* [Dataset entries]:

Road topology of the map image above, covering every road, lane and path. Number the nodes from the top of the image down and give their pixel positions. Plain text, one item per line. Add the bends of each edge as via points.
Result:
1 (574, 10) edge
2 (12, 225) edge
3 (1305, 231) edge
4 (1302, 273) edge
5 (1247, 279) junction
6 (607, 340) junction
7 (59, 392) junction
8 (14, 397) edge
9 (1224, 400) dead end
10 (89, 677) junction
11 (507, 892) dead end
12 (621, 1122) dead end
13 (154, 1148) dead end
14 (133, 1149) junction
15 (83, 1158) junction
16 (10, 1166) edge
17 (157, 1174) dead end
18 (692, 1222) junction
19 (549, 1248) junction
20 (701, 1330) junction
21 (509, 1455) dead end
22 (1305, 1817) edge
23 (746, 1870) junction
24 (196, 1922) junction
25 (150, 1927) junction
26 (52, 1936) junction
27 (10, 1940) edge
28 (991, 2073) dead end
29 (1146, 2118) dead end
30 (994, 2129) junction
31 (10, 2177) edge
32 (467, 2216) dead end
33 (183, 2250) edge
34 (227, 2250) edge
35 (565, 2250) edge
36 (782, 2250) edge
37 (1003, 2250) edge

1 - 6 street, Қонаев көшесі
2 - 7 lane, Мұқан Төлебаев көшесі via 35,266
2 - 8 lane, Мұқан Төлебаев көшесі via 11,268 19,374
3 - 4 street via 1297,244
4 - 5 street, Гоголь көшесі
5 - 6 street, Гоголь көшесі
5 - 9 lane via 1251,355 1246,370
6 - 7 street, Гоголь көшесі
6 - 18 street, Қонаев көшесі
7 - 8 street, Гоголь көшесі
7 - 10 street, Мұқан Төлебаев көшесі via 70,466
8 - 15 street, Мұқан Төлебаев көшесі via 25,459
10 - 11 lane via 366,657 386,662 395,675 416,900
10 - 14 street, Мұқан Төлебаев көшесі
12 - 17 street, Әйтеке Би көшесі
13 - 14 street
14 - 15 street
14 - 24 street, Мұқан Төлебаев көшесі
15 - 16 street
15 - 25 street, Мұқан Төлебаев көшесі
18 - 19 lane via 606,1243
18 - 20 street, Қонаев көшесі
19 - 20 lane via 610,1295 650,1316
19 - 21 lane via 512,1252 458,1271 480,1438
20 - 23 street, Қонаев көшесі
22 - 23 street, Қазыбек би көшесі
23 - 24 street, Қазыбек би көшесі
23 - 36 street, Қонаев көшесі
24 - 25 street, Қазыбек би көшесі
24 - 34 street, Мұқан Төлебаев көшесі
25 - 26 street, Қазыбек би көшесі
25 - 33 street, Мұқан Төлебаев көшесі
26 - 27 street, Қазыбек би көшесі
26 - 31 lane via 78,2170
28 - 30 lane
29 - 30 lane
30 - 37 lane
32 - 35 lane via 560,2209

* [The task]: Using the records above, copy each line that contains "Қонаев".

* [Solution to the problem]:
1 - 6 street, Қонаев көшесі
6 - 18 street, Қонаев көшесі
18 - 20 street, Қонаев көшесі
20 - 23 street, Қонаев көшесі
23 - 36 street, Қонаев көшесі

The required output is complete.